What is the difference between rule-based attribution and data-driven attribution?
Keeping track of every single step of your customer's journey is not an easy task. At first it might seem incredibly difficult to have a constant stream of clean data to map the full experience of your customers from the initial contact to the point of sale. The good news, however, is that there are powerful attribution models that can help you develop a professional marketing strategy based on your multi-touch attribution data.
It is thanks to these attribution models that you can achieve a meaningful and concrete big picture view. It is necessary to consider in detail the attribution of a proper investment to the correct touch points along with the conversion path that guides to a target outcome.
Trying to assign an answer to questions like:
- Where are meaningful interactions taking place?
- How do users come into contact with your brand across all channels?
- What is the optimal budget allocation among these channels?
A good sign that you are using a good attribution model is the increase in your marketing ROI. The real challenge is choosing the right tool to do this, which fits your budget and provides accurate data to improve your marketing strategy.
Let’s look at two different approaches for assigning value to your touch points: the rule-based and the data-driven attribution model.
What is the difference between rule-based attribution and data-driven attribution?
These are simple attribution models, based on a predefined formulas. On these models, the touch points are defined by pre-existing rules. The most common rules-based attribution models are the single-touch, linear and custom attribution models.
Here are a few examples:
Simple-touch: 100% of the credit is assigned to the first or last touch point.
Linear: Each touch point gets the same credit.
Custom attribution: Credit is assigned arbitrarily to each touch point.

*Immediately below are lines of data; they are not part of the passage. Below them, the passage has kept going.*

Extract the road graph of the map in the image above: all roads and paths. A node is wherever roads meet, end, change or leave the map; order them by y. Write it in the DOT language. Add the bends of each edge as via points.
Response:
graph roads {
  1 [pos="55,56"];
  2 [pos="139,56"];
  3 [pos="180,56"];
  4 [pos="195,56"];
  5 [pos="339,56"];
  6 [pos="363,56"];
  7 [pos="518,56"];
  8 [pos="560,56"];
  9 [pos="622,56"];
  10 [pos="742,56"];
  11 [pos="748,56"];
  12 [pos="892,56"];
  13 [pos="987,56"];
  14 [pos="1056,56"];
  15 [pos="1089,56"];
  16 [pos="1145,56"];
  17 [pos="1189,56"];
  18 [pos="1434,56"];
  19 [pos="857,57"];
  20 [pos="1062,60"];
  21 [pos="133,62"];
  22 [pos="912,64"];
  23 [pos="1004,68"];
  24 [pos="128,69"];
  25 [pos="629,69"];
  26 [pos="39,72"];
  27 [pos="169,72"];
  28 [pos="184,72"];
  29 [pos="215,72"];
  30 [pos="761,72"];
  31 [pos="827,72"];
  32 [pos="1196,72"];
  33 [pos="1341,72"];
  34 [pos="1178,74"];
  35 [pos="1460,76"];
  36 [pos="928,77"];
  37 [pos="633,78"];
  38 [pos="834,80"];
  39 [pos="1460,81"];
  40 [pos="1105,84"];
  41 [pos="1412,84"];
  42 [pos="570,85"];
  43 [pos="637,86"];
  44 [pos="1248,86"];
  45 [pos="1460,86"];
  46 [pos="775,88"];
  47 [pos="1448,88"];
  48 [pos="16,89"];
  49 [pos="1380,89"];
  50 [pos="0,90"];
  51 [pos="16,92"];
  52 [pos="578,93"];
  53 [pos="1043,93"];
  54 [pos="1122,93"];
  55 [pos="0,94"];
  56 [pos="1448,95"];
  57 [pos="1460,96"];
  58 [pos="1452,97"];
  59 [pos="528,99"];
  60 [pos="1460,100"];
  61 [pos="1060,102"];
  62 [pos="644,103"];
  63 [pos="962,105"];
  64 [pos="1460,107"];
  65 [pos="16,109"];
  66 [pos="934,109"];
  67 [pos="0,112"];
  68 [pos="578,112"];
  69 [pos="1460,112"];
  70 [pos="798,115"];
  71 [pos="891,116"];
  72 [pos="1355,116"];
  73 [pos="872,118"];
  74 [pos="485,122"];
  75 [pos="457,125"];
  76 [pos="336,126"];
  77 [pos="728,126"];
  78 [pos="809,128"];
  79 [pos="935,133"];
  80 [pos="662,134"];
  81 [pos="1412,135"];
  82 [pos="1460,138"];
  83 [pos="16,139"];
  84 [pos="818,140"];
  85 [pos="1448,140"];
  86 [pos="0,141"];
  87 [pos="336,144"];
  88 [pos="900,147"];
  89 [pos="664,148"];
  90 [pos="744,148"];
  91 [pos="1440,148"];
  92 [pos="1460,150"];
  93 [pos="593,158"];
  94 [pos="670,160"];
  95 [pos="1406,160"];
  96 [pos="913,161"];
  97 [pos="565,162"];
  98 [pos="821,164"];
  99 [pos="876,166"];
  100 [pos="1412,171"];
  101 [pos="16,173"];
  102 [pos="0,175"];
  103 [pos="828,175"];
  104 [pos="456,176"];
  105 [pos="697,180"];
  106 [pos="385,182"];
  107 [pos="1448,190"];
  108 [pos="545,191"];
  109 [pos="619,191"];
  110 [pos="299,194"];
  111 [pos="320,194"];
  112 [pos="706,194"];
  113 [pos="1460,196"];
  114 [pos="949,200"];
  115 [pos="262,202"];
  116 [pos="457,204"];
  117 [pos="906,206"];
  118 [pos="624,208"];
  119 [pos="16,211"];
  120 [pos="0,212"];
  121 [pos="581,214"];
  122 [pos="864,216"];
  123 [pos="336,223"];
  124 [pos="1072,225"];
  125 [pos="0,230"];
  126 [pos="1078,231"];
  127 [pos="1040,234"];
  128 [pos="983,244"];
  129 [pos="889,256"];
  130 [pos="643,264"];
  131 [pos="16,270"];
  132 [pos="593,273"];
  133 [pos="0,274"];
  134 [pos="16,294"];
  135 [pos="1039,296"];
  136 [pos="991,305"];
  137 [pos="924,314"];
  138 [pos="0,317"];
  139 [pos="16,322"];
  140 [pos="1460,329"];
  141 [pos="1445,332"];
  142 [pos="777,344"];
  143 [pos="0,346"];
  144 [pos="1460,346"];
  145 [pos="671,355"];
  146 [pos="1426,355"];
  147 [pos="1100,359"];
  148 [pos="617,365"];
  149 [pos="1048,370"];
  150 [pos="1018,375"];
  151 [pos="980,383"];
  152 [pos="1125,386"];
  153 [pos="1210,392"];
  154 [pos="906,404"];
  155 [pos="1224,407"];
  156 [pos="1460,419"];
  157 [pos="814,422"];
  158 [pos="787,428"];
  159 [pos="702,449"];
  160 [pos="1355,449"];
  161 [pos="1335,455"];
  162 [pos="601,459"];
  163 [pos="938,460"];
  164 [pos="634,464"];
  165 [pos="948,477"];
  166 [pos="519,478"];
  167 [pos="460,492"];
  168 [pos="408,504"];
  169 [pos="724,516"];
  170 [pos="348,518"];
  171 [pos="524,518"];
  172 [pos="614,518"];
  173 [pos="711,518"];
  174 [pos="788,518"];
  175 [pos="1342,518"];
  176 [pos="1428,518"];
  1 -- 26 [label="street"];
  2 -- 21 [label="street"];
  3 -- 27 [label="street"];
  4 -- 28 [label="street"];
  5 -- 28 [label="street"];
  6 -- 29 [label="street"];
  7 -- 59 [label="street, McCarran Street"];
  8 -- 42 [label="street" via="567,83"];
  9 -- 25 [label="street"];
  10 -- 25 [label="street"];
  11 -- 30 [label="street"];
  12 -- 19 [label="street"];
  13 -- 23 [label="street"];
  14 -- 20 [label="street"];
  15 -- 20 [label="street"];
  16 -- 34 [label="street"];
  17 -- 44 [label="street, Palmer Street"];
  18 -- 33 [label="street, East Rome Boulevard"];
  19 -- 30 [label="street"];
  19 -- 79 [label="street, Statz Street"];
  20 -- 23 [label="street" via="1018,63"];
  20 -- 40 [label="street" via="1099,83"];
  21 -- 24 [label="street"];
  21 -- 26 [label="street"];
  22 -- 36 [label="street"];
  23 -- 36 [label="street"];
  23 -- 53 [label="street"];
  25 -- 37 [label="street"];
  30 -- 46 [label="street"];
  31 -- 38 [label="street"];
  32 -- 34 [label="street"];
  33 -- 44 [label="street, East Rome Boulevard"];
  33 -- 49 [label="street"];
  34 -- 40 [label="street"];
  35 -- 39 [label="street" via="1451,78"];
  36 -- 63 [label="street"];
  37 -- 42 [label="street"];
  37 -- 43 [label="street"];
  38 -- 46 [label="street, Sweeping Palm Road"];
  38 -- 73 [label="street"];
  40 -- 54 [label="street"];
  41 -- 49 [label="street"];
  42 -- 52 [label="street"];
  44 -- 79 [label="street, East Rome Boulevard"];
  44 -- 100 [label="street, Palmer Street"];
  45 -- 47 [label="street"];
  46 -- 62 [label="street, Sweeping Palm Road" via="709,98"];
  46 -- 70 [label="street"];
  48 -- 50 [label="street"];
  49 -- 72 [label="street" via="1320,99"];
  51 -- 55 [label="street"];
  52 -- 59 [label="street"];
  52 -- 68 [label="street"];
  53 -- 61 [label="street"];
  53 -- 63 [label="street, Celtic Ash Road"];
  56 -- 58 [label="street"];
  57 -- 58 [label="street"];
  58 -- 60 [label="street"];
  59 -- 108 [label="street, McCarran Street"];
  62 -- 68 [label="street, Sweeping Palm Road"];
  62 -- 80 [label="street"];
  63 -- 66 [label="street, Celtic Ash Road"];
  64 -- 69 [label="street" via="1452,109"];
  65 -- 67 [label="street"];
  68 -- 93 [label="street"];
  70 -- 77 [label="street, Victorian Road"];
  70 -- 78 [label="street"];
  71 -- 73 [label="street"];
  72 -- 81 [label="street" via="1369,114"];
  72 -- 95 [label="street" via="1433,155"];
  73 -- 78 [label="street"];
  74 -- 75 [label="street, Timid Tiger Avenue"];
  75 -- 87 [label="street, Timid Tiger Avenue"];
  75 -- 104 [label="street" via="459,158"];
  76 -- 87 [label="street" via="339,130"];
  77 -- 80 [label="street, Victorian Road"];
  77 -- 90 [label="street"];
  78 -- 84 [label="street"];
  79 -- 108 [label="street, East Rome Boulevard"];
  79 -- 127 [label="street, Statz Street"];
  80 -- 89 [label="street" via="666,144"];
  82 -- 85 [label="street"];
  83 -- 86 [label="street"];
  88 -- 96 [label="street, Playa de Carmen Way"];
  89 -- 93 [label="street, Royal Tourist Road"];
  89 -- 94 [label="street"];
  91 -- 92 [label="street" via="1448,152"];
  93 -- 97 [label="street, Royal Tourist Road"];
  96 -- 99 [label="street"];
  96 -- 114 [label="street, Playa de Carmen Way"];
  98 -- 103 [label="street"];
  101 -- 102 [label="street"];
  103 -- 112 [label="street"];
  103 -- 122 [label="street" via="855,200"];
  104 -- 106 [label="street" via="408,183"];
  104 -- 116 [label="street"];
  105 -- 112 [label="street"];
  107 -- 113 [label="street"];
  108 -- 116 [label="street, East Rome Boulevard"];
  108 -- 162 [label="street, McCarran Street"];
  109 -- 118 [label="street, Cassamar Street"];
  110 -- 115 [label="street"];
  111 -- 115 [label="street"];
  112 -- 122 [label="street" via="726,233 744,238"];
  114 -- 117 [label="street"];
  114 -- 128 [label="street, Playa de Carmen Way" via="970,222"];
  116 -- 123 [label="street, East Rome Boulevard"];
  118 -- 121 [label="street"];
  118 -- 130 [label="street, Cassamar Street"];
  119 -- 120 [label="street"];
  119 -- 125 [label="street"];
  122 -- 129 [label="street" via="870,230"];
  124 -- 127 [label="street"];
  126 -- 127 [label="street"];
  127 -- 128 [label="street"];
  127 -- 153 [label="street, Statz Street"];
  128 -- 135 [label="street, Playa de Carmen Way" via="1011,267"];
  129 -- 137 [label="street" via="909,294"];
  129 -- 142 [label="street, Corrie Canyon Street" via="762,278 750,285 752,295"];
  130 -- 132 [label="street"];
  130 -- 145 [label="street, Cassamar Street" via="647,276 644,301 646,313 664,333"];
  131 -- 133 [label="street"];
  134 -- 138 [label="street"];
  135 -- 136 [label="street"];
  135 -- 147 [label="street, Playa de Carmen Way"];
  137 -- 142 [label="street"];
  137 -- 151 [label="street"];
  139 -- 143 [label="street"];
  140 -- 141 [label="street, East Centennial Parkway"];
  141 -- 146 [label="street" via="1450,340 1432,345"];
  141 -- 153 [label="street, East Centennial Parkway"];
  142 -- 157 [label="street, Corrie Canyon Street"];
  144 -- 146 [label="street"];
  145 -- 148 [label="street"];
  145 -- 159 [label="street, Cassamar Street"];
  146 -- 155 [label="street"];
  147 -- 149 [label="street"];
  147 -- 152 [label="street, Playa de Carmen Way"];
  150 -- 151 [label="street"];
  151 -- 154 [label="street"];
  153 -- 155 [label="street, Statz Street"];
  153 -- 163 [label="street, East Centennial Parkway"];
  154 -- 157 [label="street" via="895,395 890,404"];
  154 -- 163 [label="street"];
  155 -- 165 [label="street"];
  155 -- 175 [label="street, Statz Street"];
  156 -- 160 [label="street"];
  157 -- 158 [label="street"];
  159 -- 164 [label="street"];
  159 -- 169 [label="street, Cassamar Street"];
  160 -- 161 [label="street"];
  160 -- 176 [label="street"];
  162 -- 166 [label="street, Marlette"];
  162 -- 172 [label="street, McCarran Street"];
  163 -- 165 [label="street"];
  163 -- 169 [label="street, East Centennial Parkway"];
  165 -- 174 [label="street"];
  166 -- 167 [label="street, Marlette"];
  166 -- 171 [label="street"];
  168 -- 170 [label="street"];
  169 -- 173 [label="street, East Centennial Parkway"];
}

This model can be tailored in order to have better control over how you assign credit for conversions. Rule-based attribution models are simple and pre-defined, so they cannot be customized around your specific business. The risk here is to develop a marketing strategy based on the rudimentary insights that such models give you. In most cases, these models are far too simplistic.
What is a Data-Driven Attribution model?
A data-driven model is a sophisticated algorithmic attribution model based on a scientific approach that provides output predictions built on data and the modeling of that data. Data-driven attribution can be customized for any type of business and produces dynamic outputs. Data-driven attribution assigns credit to the different touch points based on both converted and unconverted data.
It determines which touch points are the most influential in the customer journey and provides more accurate conversion data. In short, it values all steps on the conversion path. This model relies on high-quality data and requires a high degree of human interaction for analyzing its data analysis.
An algorithmic attribution model allows you to meticulously measure the most relevant KPIs for highly integrated cross-channel campaigns, including profit, ROI, and sales.
What is the right model for you?
The rule-based attribution offers predefined simple models with basic formulas, and its attribution credit goes to the first or last click. However, “keeping it simple” does not offer the complete and high quality perspective that a professional marketing strategy needs to be successful.
Data-driven attribution has a specific quality that can engage with all types of business: it can be fully customized to meet any requirements. This is the recommended model to measure and optimize campaign performance. Using data-driven attribution can help you fully understand where to allocate resources and spend your budget.